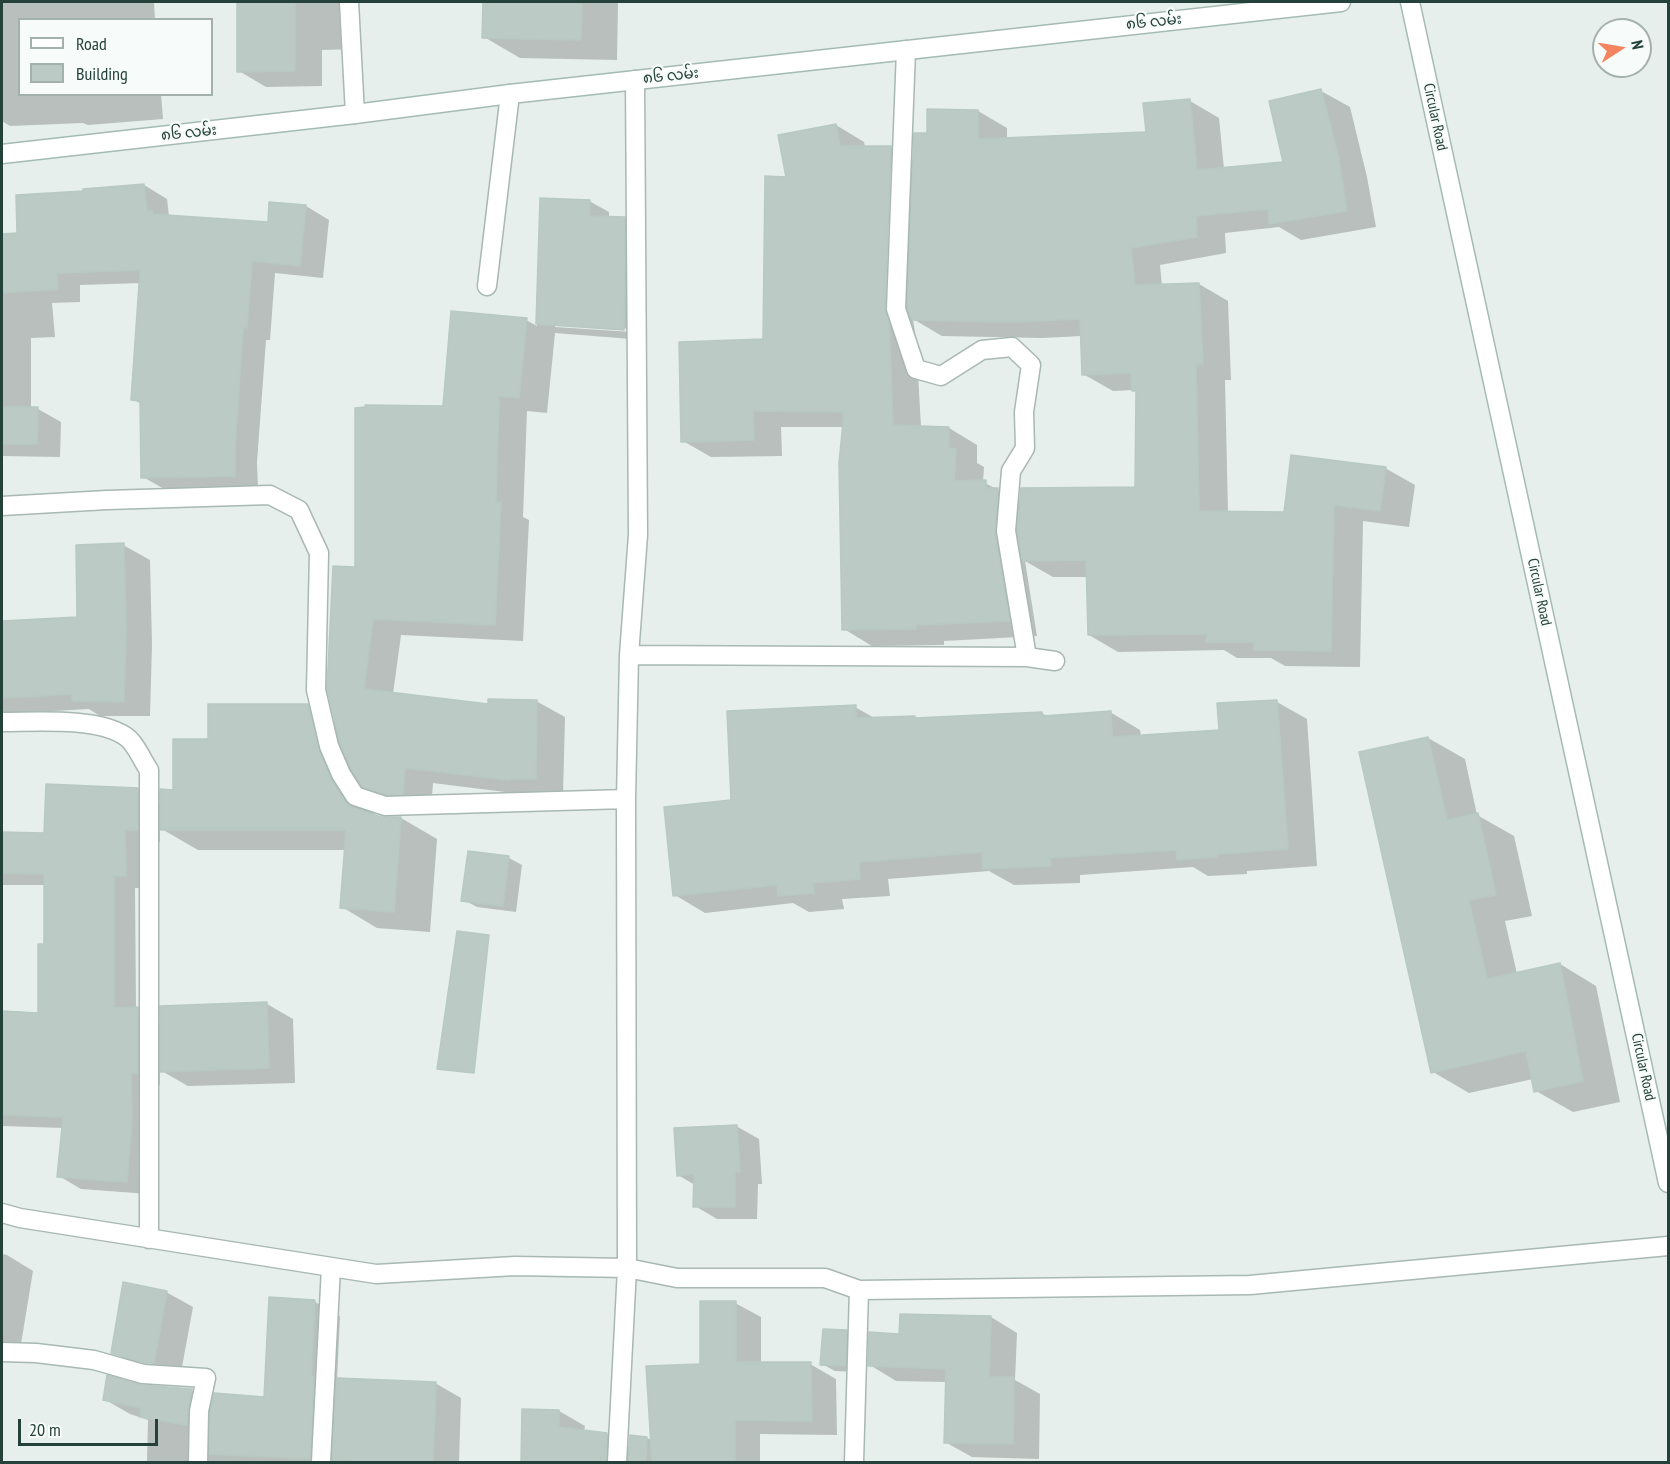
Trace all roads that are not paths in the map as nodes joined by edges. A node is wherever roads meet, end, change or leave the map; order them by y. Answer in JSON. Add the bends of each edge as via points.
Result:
{"nodes":[{"id":1,"x":349,"y":2,"type":"edge"},
{"id":2,"x":1341,"y":2,"type":"edge"},
{"id":3,"x":1410,"y":2,"type":"edge"},
{"id":4,"x":906,"y":50,"type":"junction"},
{"id":5,"x":635,"y":80,"type":"junction"},
{"id":6,"x":510,"y":94,"type":"junction"},
{"id":7,"x":355,"y":114,"type":"junction"},
{"id":8,"x":2,"y":154,"type":"edge"},
{"id":9,"x":487,"y":286,"type":"dead end"},
{"id":10,"x":2,"y":506,"type":"edge"},
{"id":11,"x":629,"y":655,"type":"junction"},
{"id":12,"x":1027,"y":657,"type":"junction"},
{"id":13,"x":1055,"y":661,"type":"dead end"},
{"id":14,"x":2,"y":722,"type":"edge"},
{"id":15,"x":627,"y":799,"type":"junction"},
{"id":16,"x":1668,"y":1183,"type":"edge"},
{"id":17,"x":2,"y":1213,"type":"edge"},
{"id":18,"x":149,"y":1239,"type":"junction"},
{"id":19,"x":1668,"y":1246,"type":"edge"},
{"id":20,"x":331,"y":1267,"type":"junction"},
{"id":21,"x":627,"y":1268,"type":"junction"},
{"id":22,"x":859,"y":1290,"type":"junction"},
{"id":23,"x":2,"y":1352,"type":"edge"},
{"id":24,"x":198,"y":1462,"type":"edge"},
{"id":25,"x":321,"y":1462,"type":"edge"},
{"id":26,"x":617,"y":1462,"type":"edge"},
{"id":27,"x":854,"y":1462,"type":"edge"}],
"edges":[{"from":1,"to":7,"type":"street"},
{"from":2,"to":4,"type":"street","name":"၈၆ လမ်း"},
{"from":3,"to":16,"type":"street","name":"Circular Road"},
{"from":4,"to":5,"type":"street","name":"၈၆ လမ်း"},
{"from":4,"to":12,"type":"street","via":[[896,309],[916,369],[941,376],[982,350],[1012,346],[1031,365],[1024,412],[1025,448],[1011,471],[1006,531]]},
{"from":5,"to":6,"type":"street","name":"၈၆ လမ်း"},
{"from":5,"to":11,"type":"street","via":[[638,536]]},
{"from":6,"to":7,"type":"street","name":"၈၆ လမ်း"},
{"from":6,"to":9,"type":"street"},
{"from":7,"to":8,"type":"street","name":"၈၆ လမ်း"},
{"from":10,"to":15,"type":"street","via":[[270,495],[299,510],[319,553],[316,690],[329,746],[355,796],[385,806]]},
{"from":11,"to":12,"type":"street"},
{"from":11,"to":15,"type":"street"},
{"from":12,"to":13,"type":"street"},
{"from":14,"to":18,"type":"street","via":[[108,727],[127,737],[149,770]]},
{"from":15,"to":21,"type":"street"},
{"from":17,"to":18,"type":"street"},
{"from":18,"to":20,"type":"street"},
{"from":19,"to":22,"type":"street","via":[[1250,1285]]},
{"from":20,"to":21,"type":"street","via":[[376,1274],[515,1266]]},
{"from":20,"to":25,"type":"street"},
{"from":21,"to":22,"type":"street","via":[[677,1278],[825,1278]]},
{"from":21,"to":26,"type":"street"},
{"from":22,"to":27,"type":"street"},
{"from":23,"to":24,"type":"street","via":[[94,1360],[143,1374],[206,1378],[199,1411]]}]}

**TASK TO COMPLETE**
All of the data above is to be repeated exactly, with the pictures left out.

**EXERCISE RESULT**
Trace all roads that are not paths in the map as nodes joined by edges. A node is wherever roads meet, end, change or leave the map; order them by y. Answer in JSON. Add the bends of each edge as via points.
Result:
{"nodes":[{"id":1,"x":349,"y":2,"type":"edge"},
{"id":2,"x":1341,"y":2,"type":"edge"},
{"id":3,"x":1410,"y":2,"type":"edge"},
{"id":4,"x":906,"y":50,"type":"junction"},
{"id":5,"x":635,"y":80,"type":"junction"},
{"id":6,"x":510,"y":94,"type":"junction"},
{"id":7,"x":355,"y":114,"type":"junction"},
{"id":8,"x":2,"y":154,"type":"edge"},
{"id":9,"x":487,"y":286,"type":"dead end"},
{"id":10,"x":2,"y":506,"type":"edge"},
{"id":11,"x":629,"y":655,"type":"junction"},
{"id":12,"x":1027,"y":657,"type":"junction"},
{"id":13,"x":1055,"y":661,"type":"dead end"},
{"id":14,"x":2,"y":722,"type":"edge"},
{"id":15,"x":627,"y":799,"type":"junction"},
{"id":16,"x":1668,"y":1183,"type":"edge"},
{"id":17,"x":2,"y":1213,"type":"edge"},
{"id":18,"x":149,"y":1239,"type":"junction"},
{"id":19,"x":1668,"y":1246,"type":"edge"},
{"id":20,"x":331,"y":1267,"type":"junction"},
{"id":21,"x":627,"y":1268,"type":"junction"},
{"id":22,"x":859,"y":1290,"type":"junction"},
{"id":23,"x":2,"y":1352,"type":"edge"},
{"id":24,"x":198,"y":1462,"type":"edge"},
{"id":25,"x":321,"y":1462,"type":"edge"},
{"id":26,"x":617,"y":1462,"type":"edge"},
{"id":27,"x":854,"y":1462,"type":"edge"}],
"edges":[{"from":1,"to":7,"type":"street"},
{"from":2,"to":4,"type":"street","name":"၈၆ လမ်း"},
{"from":3,"to":16,"type":"street","name":"Circular Road"},
{"from":4,"to":5,"type":"street","name":"၈၆ လမ်း"},
{"from":4,"to":12,"type":"street","via":[[896,309],[916,369],[941,376],[982,350],[1012,346],[1031,365],[1024,412],[1025,448],[1011,471],[1006,531]]},
{"from":5,"to":6,"type":"street","name":"၈၆ လမ်း"},
{"from":5,"to":11,"type":"street","via":[[638,536]]},
{"from":6,"to":7,"type":"street","name":"၈၆ လမ်း"},
{"from":6,"to":9,"type":"street"},
{"from":7,"to":8,"type":"street","name":"၈၆ လမ်း"},
{"from":10,"to":15,"type":"street","via":[[270,495],[299,510],[319,553],[316,690],[329,746],[355,796],[385,806]]},
{"from":11,"to":12,"type":"street"},
{"from":11,"to":15,"type":"street"},
{"from":12,"to":13,"type":"street"},
{"from":14,"to":18,"type":"street","via":[[108,727],[127,737],[149,770]]},
{"from":15,"to":21,"type":"street"},
{"from":17,"to":18,"type":"street"},
{"from":18,"to":20,"type":"street"},
{"from":19,"to":22,"type":"street","via":[[1250,1285]]},
{"from":20,"to":21,"type":"street","via":[[376,1274],[515,1266]]},
{"from":20,"to":25,"type":"street"},
{"from":21,"to":22,"type":"street","via":[[677,1278],[825,1278]]},
{"from":21,"to":26,"type":"street"},
{"from":22,"to":27,"type":"street"},
{"from":23,"to":24,"type":"street","via":[[94,1360],[143,1374],[206,1378],[199,1411]]}]}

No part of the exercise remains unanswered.